>>>
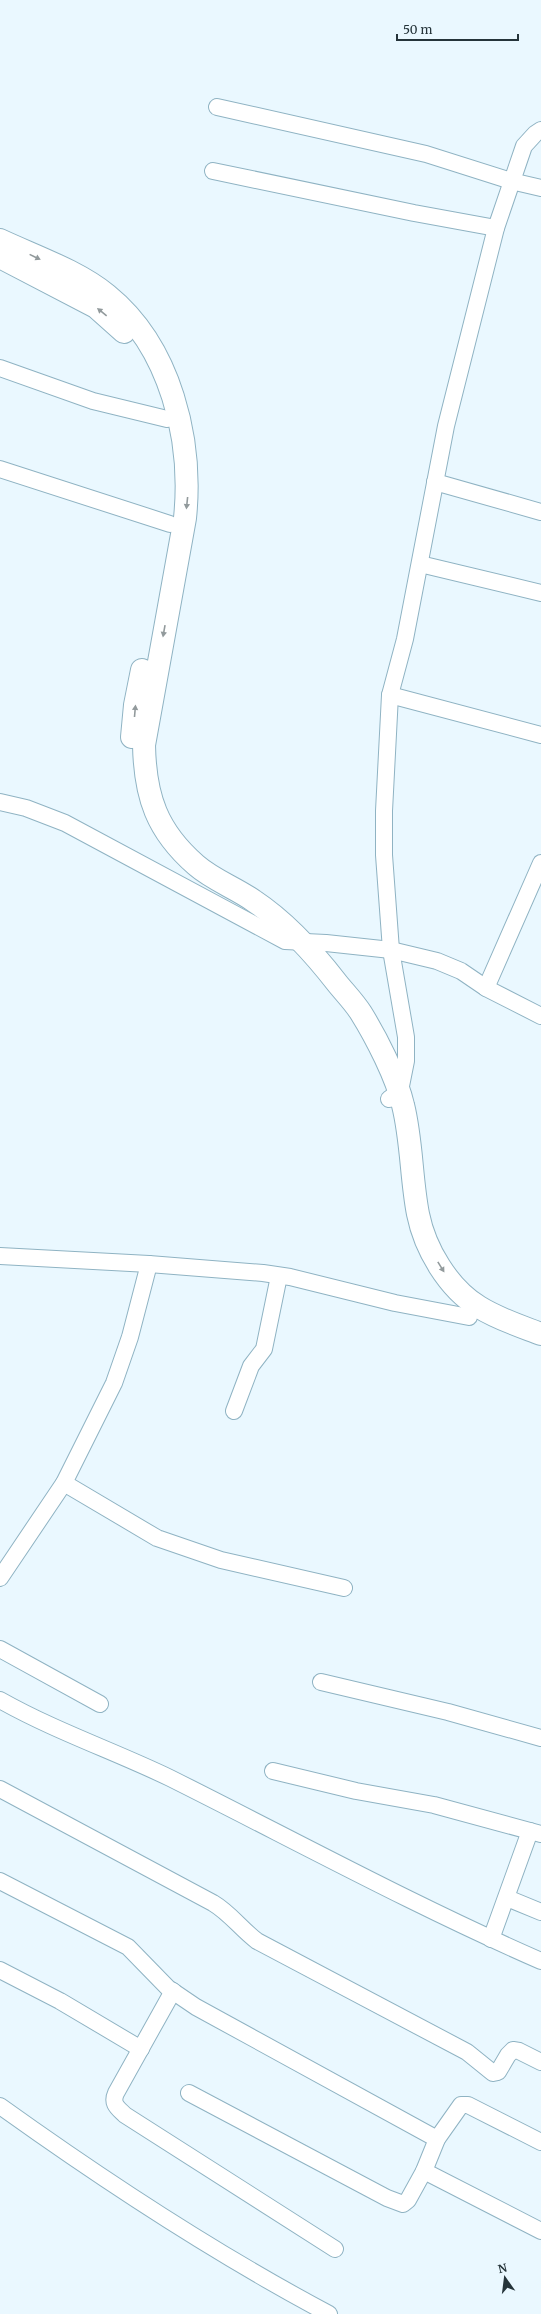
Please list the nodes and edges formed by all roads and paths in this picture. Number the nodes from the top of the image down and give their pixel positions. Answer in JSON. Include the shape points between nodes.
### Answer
{"nodes":[{"id":1,"x":217,"y":107,"type":"dead end"},
{"id":2,"x":541,"y":130,"type":"edge"},
{"id":3,"x":213,"y":171,"type":"dead end"},
{"id":4,"x":511,"y":181,"type":"junction"},
{"id":5,"x":541,"y":188,"type":"edge"},
{"id":6,"x":496,"y":228,"type":"junction"},
{"id":7,"x":0,"y":240,"type":"edge"},
{"id":8,"x":0,"y":258,"type":"edge"},
{"id":9,"x":0,"y":368,"type":"edge"},
{"id":10,"x":167,"y":419,"type":"junction"},
{"id":11,"x":0,"y":469,"type":"edge"},
{"id":12,"x":435,"y":482,"type":"junction"},
{"id":13,"x":541,"y":512,"type":"edge"},
{"id":14,"x":170,"y":524,"type":"junction"},
{"id":15,"x":420,"y":564,"type":"junction"},
{"id":16,"x":541,"y":594,"type":"edge"},
{"id":17,"x":390,"y":695,"type":"junction"},
{"id":18,"x":541,"y":735,"type":"edge"},
{"id":19,"x":0,"y":802,"type":"edge"},
{"id":20,"x":541,"y":863,"type":"edge"},
{"id":21,"x":297,"y":942,"type":"junction"},
{"id":22,"x":391,"y":950,"type":"junction"},
{"id":23,"x":486,"y":988,"type":"junction"},
{"id":24,"x":541,"y":1016,"type":"edge"},
{"id":25,"x":395,"y":1095,"type":"junction"},
{"id":26,"x":0,"y":1256,"type":"edge"},
{"id":27,"x":149,"y":1264,"type":"junction"},
{"id":28,"x":279,"y":1276,"type":"junction"},
{"id":29,"x":469,"y":1317,"type":"junction"},
{"id":30,"x":541,"y":1334,"type":"edge"},
{"id":31,"x":541,"y":1348,"type":"edge"},
{"id":32,"x":234,"y":1411,"type":"dead end"},
{"id":33,"x":64,"y":1483,"type":"junction"},
{"id":34,"x":0,"y":1578,"type":"edge"},
{"id":35,"x":344,"y":1588,"type":"dead end"},
{"id":36,"x":0,"y":1648,"type":"edge"},
{"id":37,"x":320,"y":1682,"type":"dead end"},
{"id":38,"x":0,"y":1700,"type":"edge"},
{"id":39,"x":100,"y":1704,"type":"dead end"},
{"id":40,"x":541,"y":1738,"type":"edge"},
{"id":41,"x":273,"y":1770,"type":"dead end"},
{"id":42,"x":0,"y":1789,"type":"edge"},
{"id":43,"x":536,"y":1832,"type":"edge"},
{"id":44,"x":0,"y":1881,"type":"edge"},
{"id":45,"x":507,"y":1898,"type":"junction"},
{"id":46,"x":541,"y":1912,"type":"edge"},
{"id":47,"x":491,"y":1939,"type":"junction"},
{"id":48,"x":541,"y":1961,"type":"edge"},
{"id":49,"x":0,"y":1970,"type":"edge"},
{"id":50,"x":173,"y":1991,"type":"junction"},
{"id":51,"x":141,"y":2048,"type":"junction"},
{"id":52,"x":541,"y":2062,"type":"edge"},
{"id":53,"x":189,"y":2093,"type":"dead end"},
{"id":54,"x":0,"y":2106,"type":"edge"},
{"id":55,"x":437,"y":2140,"type":"junction"},
{"id":56,"x":541,"y":2142,"type":"edge"},
{"id":57,"x":424,"y":2171,"type":"junction"},
{"id":58,"x":541,"y":2231,"type":"edge"},
{"id":59,"x":335,"y":2248,"type":"dead end"},
{"id":60,"x":329,"y":2314,"type":"edge"}],
"edges":[{"from":1,"to":4,"type":"street","via":[[426,154]]},
{"from":2,"to":4,"type":"street","via":[[524,146]]},
{"from":3,"to":6,"type":"street"},
{"from":4,"to":5,"type":"street"},
{"from":4,"to":6,"type":"street"},
{"from":6,"to":12,"type":"street","via":[[446,426]]},
{"from":7,"to":21,"type":"main road","one_way":true,"via":[[81,279],[107,295],[130,318],[152,349],[167,382],[180,420],[186,450],[188,488],[185,518],[144,745],[144,769],[158,821],[168,835],[197,866],[254,901],[287,926]]},
{"from":10,"to":8,"type":"main road","one_way":true,"via":[[151,373],[132,341],[114,321],[96,307]]},
{"from":9,"to":10,"type":"street","via":[[93,401]]},
{"from":10,"to":14,"type":"main road","via":[[174,483]]},
{"from":11,"to":14,"type":"street"},
{"from":12,"to":13,"type":"street"},
{"from":12,"to":15,"type":"street"},
{"from":21,"to":14,"type":"main road","one_way":true,"via":[[170,856],[150,828],[140,803],[130,758],[135,705]]},
{"from":15,"to":16,"type":"street"},
{"from":15,"to":17,"type":"street","via":[[405,639]]},
{"from":17,"to":18,"type":"street"},
{"from":17,"to":22,"type":"street","via":[[384,855]]},
{"from":19,"to":21,"type":"street","via":[[26,808],[65,823]]},
{"from":20,"to":23,"type":"street"},
{"from":21,"to":22,"type":"street"},
{"from":21,"to":25,"type":"main road","via":[[354,1025]]},
{"from":22,"to":23,"type":"street","via":[[450,966]]},
{"from":22,"to":25,"type":"street","via":[[406,1037],[406,1061]]},
{"from":23,"to":24,"type":"street"},
{"from":25,"to":29,"type":"main road","via":[[404,1204],[416,1253],[436,1286]]},
{"from":25,"to":30,"type":"main road","one_way":true,"via":[[406,1119],[418,1215],[427,1243],[442,1269],[458,1290],[479,1307]]},
{"from":26,"to":27,"type":"street"},
{"from":27,"to":28,"type":"street"},
{"from":27,"to":33,"type":"street","via":[[130,1337],[114,1383]]},
{"from":28,"to":29,"type":"street"},
{"from":28,"to":32,"type":"street","via":[[264,1349],[251,1366]]},
{"from":29,"to":31,"type":"main road","via":[[492,1330]]},
{"from":33,"to":34,"type":"street"},
{"from":33,"to":35,"type":"street","via":[[157,1538],[222,1560]]},
{"from":36,"to":39,"type":"street"},
{"from":37,"to":40,"type":"street","via":[[448,1712]]},
{"from":38,"to":47,"type":"street","via":[[33,1719],[168,1778]]},
{"from":41,"to":43,"type":"street","via":[[356,1791],[434,1805]]},
{"from":42,"to":52,"type":"street","via":[[212,1902],[256,1941],[467,2052],[493,2073],[498,2072],[513,2050],[519,2050]]},
{"from":43,"to":45,"type":"street"},
{"from":44,"to":50,"type":"street","via":[[128,1946]]},
{"from":45,"to":46,"type":"street"},
{"from":45,"to":47,"type":"street"},
{"from":47,"to":48,"type":"street"},
{"from":49,"to":51,"type":"street"},
{"from":50,"to":51,"type":"street"},
{"from":50,"to":55,"type":"street","via":[[196,2007]]},
{"from":51,"to":59,"type":"street","via":[[113,2098],[114,2105],[125,2115]]},
{"from":53,"to":57,"type":"street","via":[[398,2203],[406,2202]]},
{"from":54,"to":60,"type":"street","via":[[131,2196],[214,2249]]},
{"from":55,"to":56,"type":"street","via":[[462,2105]]},
{"from":55,"to":57,"type":"street"},
{"from":57,"to":58,"type":"street"}]}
<<<
WHAT TO DO> Apart from the pictures, repeat the data above exactly.

ANSWER SECTION>
Please list the nodes and edges formed by all roads and paths in this picture. Number the nodes from the top of the image down and give their pixel positions. Answer in JSON. Include the shape points between nodes.
### Answer
{"nodes":[{"id":1,"x":217,"y":107,"type":"dead end"},
{"id":2,"x":541,"y":130,"type":"edge"},
{"id":3,"x":213,"y":171,"type":"dead end"},
{"id":4,"x":511,"y":181,"type":"junction"},
{"id":5,"x":541,"y":188,"type":"edge"},
{"id":6,"x":496,"y":228,"type":"junction"},
{"id":7,"x":0,"y":240,"type":"edge"},
{"id":8,"x":0,"y":258,"type":"edge"},
{"id":9,"x":0,"y":368,"type":"edge"},
{"id":10,"x":167,"y":419,"type":"junction"},
{"id":11,"x":0,"y":469,"type":"edge"},
{"id":12,"x":435,"y":482,"type":"junction"},
{"id":13,"x":541,"y":512,"type":"edge"},
{"id":14,"x":170,"y":524,"type":"junction"},
{"id":15,"x":420,"y":564,"type":"junction"},
{"id":16,"x":541,"y":594,"type":"edge"},
{"id":17,"x":390,"y":695,"type":"junction"},
{"id":18,"x":541,"y":735,"type":"edge"},
{"id":19,"x":0,"y":802,"type":"edge"},
{"id":20,"x":541,"y":863,"type":"edge"},
{"id":21,"x":297,"y":942,"type":"junction"},
{"id":22,"x":391,"y":950,"type":"junction"},
{"id":23,"x":486,"y":988,"type":"junction"},
{"id":24,"x":541,"y":1016,"type":"edge"},
{"id":25,"x":395,"y":1095,"type":"junction"},
{"id":26,"x":0,"y":1256,"type":"edge"},
{"id":27,"x":149,"y":1264,"type":"junction"},
{"id":28,"x":279,"y":1276,"type":"junction"},
{"id":29,"x":469,"y":1317,"type":"junction"},
{"id":30,"x":541,"y":1334,"type":"edge"},
{"id":31,"x":541,"y":1348,"type":"edge"},
{"id":32,"x":234,"y":1411,"type":"dead end"},
{"id":33,"x":64,"y":1483,"type":"junction"},
{"id":34,"x":0,"y":1578,"type":"edge"},
{"id":35,"x":344,"y":1588,"type":"dead end"},
{"id":36,"x":0,"y":1648,"type":"edge"},
{"id":37,"x":320,"y":1682,"type":"dead end"},
{"id":38,"x":0,"y":1700,"type":"edge"},
{"id":39,"x":100,"y":1704,"type":"dead end"},
{"id":40,"x":541,"y":1738,"type":"edge"},
{"id":41,"x":273,"y":1770,"type":"dead end"},
{"id":42,"x":0,"y":1789,"type":"edge"},
{"id":43,"x":536,"y":1832,"type":"edge"},
{"id":44,"x":0,"y":1881,"type":"edge"},
{"id":45,"x":507,"y":1898,"type":"junction"},
{"id":46,"x":541,"y":1912,"type":"edge"},
{"id":47,"x":491,"y":1939,"type":"junction"},
{"id":48,"x":541,"y":1961,"type":"edge"},
{"id":49,"x":0,"y":1970,"type":"edge"},
{"id":50,"x":173,"y":1991,"type":"junction"},
{"id":51,"x":141,"y":2048,"type":"junction"},
{"id":52,"x":541,"y":2062,"type":"edge"},
{"id":53,"x":189,"y":2093,"type":"dead end"},
{"id":54,"x":0,"y":2106,"type":"edge"},
{"id":55,"x":437,"y":2140,"type":"junction"},
{"id":56,"x":541,"y":2142,"type":"edge"},
{"id":57,"x":424,"y":2171,"type":"junction"},
{"id":58,"x":541,"y":2231,"type":"edge"},
{"id":59,"x":335,"y":2248,"type":"dead end"},
{"id":60,"x":329,"y":2314,"type":"edge"}],
"edges":[{"from":1,"to":4,"type":"street","via":[[426,154]]},
{"from":2,"to":4,"type":"street","via":[[524,146]]},
{"from":3,"to":6,"type":"street"},
{"from":4,"to":5,"type":"street"},
{"from":4,"to":6,"type":"street"},
{"from":6,"to":12,"type":"street","via":[[446,426]]},
{"from":7,"to":21,"type":"main road","one_way":true,"via":[[81,279],[107,295],[130,318],[152,349],[167,382],[180,420],[186,450],[188,488],[185,518],[144,745],[144,769],[158,821],[168,835],[197,866],[254,901],[287,926]]},
{"from":10,"to":8,"type":"main road","one_way":true,"via":[[151,373],[132,341],[114,321],[96,307]]},
{"from":9,"to":10,"type":"street","via":[[93,401]]},
{"from":10,"to":14,"type":"main road","via":[[174,483]]},
{"from":11,"to":14,"type":"street"},
{"from":12,"to":13,"type":"street"},
{"from":12,"to":15,"type":"street"},
{"from":21,"to":14,"type":"main road","one_way":true,"via":[[170,856],[150,828],[140,803],[130,758],[135,705]]},
{"from":15,"to":16,"type":"street"},
{"from":15,"to":17,"type":"street","via":[[405,639]]},
{"from":17,"to":18,"type":"street"},
{"from":17,"to":22,"type":"street","via":[[384,855]]},
{"from":19,"to":21,"type":"street","via":[[26,808],[65,823]]},
{"from":20,"to":23,"type":"street"},
{"from":21,"to":22,"type":"street"},
{"from":21,"to":25,"type":"main road","via":[[354,1025]]},
{"from":22,"to":23,"type":"street","via":[[450,966]]},
{"from":22,"to":25,"type":"street","via":[[406,1037],[406,1061]]},
{"from":23,"to":24,"type":"street"},
{"from":25,"to":29,"type":"main road","via":[[404,1204],[416,1253],[436,1286]]},
{"from":25,"to":30,"type":"main road","one_way":true,"via":[[406,1119],[418,1215],[427,1243],[442,1269],[458,1290],[479,1307]]},
{"from":26,"to":27,"type":"street"},
{"from":27,"to":28,"type":"street"},
{"from":27,"to":33,"type":"street","via":[[130,1337],[114,1383]]},
{"from":28,"to":29,"type":"street"},
{"from":28,"to":32,"type":"street","via":[[264,1349],[251,1366]]},
{"from":29,"to":31,"type":"main road","via":[[492,1330]]},
{"from":33,"to":34,"type":"street"},
{"from":33,"to":35,"type":"street","via":[[157,1538],[222,1560]]},
{"from":36,"to":39,"type":"street"},
{"from":37,"to":40,"type":"street","via":[[448,1712]]},
{"from":38,"to":47,"type":"street","via":[[33,1719],[168,1778]]},
{"from":41,"to":43,"type":"street","via":[[356,1791],[434,1805]]},
{"from":42,"to":52,"type":"street","via":[[212,1902],[256,1941],[467,2052],[493,2073],[498,2072],[513,2050],[519,2050]]},
{"from":43,"to":45,"type":"street"},
{"from":44,"to":50,"type":"street","via":[[128,1946]]},
{"from":45,"to":46,"type":"street"},
{"from":45,"to":47,"type":"street"},
{"from":47,"to":48,"type":"street"},
{"from":49,"to":51,"type":"street"},
{"from":50,"to":51,"type":"street"},
{"from":50,"to":55,"type":"street","via":[[196,2007]]},
{"from":51,"to":59,"type":"street","via":[[113,2098],[114,2105],[125,2115]]},
{"from":53,"to":57,"type":"street","via":[[398,2203],[406,2202]]},
{"from":54,"to":60,"type":"street","via":[[131,2196],[214,2249]]},
{"from":55,"to":56,"type":"street","via":[[462,2105]]},
{"from":55,"to":57,"type":"street"},
{"from":57,"to":58,"type":"street"}]}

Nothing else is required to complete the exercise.